• TASK OBJECTIVE: Search the data for the word "kalea" and copy out every line that has it.

Collection entries
▼

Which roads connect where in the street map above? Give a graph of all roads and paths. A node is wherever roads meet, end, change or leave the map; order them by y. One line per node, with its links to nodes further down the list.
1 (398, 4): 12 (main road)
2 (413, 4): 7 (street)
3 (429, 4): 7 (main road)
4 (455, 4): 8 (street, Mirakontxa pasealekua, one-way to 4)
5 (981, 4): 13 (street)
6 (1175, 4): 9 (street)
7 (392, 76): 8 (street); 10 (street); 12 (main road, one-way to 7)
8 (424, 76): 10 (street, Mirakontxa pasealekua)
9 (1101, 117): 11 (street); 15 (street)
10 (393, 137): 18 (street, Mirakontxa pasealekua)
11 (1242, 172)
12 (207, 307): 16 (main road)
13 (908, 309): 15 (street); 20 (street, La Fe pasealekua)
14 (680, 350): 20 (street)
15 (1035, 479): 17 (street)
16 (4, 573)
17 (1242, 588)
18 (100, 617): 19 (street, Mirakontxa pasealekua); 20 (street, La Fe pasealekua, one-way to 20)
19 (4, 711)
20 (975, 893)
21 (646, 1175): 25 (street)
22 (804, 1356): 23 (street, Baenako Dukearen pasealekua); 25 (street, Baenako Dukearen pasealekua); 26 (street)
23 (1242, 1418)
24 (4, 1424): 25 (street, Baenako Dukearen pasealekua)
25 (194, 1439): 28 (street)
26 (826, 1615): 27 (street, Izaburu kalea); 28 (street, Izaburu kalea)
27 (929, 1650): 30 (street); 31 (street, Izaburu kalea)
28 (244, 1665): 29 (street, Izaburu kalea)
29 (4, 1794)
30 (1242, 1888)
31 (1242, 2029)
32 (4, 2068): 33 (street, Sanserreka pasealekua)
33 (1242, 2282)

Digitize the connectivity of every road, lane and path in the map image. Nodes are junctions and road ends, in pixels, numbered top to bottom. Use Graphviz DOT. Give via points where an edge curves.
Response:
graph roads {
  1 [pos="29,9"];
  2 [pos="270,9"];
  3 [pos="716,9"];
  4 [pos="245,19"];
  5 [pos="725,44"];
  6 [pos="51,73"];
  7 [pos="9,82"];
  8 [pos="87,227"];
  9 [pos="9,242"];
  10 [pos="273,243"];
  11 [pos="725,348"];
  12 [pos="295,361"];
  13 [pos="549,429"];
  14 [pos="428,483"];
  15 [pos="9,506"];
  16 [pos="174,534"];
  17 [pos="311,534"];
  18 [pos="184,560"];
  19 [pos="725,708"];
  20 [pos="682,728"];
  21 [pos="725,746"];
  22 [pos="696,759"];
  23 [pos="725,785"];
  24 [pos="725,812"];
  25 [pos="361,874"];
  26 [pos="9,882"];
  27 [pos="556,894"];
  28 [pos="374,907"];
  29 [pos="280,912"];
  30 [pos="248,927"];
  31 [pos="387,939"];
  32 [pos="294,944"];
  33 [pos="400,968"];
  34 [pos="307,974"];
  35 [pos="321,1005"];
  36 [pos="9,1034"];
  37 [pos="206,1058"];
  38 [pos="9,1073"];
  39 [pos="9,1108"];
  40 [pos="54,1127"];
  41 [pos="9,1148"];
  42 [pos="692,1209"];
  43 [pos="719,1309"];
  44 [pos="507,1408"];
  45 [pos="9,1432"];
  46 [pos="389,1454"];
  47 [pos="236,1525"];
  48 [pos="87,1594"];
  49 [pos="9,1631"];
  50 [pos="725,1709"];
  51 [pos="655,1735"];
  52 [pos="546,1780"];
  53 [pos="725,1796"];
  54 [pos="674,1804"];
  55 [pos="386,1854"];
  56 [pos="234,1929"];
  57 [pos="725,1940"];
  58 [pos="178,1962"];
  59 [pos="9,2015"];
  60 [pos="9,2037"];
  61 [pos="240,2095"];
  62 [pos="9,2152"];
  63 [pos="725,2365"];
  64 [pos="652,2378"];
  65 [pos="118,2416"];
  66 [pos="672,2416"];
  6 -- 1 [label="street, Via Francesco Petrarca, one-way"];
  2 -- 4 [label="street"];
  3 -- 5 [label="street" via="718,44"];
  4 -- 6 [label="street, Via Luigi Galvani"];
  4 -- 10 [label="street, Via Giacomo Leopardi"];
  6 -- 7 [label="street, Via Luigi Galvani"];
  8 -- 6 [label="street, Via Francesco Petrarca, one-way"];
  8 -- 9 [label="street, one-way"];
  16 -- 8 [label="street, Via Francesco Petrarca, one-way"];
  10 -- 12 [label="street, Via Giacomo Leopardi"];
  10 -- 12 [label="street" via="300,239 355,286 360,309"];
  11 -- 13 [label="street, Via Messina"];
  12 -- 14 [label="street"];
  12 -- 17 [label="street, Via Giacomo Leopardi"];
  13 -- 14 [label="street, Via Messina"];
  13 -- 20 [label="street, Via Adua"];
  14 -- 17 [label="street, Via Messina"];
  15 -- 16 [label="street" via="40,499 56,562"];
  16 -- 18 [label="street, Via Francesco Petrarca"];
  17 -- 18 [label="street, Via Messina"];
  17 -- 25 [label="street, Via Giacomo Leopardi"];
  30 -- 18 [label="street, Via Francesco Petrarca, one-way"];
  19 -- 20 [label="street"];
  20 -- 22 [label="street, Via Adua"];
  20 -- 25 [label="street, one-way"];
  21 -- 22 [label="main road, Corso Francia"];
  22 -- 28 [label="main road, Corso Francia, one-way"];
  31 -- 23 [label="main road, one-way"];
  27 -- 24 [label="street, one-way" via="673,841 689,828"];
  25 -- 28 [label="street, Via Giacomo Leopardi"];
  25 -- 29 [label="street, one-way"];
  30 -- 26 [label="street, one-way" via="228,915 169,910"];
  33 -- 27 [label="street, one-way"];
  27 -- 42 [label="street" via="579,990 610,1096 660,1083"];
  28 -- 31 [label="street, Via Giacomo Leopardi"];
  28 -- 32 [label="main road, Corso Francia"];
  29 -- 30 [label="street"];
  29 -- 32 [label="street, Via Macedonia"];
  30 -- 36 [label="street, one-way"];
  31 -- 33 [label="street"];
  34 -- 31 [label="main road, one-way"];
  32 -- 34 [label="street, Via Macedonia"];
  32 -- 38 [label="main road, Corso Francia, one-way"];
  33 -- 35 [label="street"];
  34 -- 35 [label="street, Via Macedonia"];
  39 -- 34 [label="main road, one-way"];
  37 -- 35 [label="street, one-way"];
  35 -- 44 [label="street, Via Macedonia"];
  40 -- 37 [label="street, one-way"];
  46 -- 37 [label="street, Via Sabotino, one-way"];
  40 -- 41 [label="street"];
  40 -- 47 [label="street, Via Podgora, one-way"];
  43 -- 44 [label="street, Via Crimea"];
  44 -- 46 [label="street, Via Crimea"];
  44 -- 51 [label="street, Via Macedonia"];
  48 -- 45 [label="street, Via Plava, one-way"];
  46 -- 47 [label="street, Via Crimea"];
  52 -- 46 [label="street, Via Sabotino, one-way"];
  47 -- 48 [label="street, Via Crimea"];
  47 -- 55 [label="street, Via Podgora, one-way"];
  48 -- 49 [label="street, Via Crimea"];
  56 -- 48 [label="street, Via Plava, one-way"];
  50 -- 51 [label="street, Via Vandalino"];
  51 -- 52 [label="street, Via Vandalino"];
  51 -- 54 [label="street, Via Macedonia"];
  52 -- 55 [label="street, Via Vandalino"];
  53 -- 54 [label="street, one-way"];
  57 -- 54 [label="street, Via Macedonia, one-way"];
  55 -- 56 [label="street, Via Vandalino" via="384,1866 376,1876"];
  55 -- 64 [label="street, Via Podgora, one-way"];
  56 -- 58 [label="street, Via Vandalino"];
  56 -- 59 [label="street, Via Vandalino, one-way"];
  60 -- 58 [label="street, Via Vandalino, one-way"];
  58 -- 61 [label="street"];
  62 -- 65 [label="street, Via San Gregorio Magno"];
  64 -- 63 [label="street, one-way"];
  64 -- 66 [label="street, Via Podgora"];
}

▲

• TASK ANSWER:
26 (826, 1615): 27 (street, Izaburu kalea); 28 (street, Izaburu kalea)
27 (929, 1650): 30 (street); 31 (street, Izaburu kalea)
28 (244, 1665): 29 (street, Izaburu kalea)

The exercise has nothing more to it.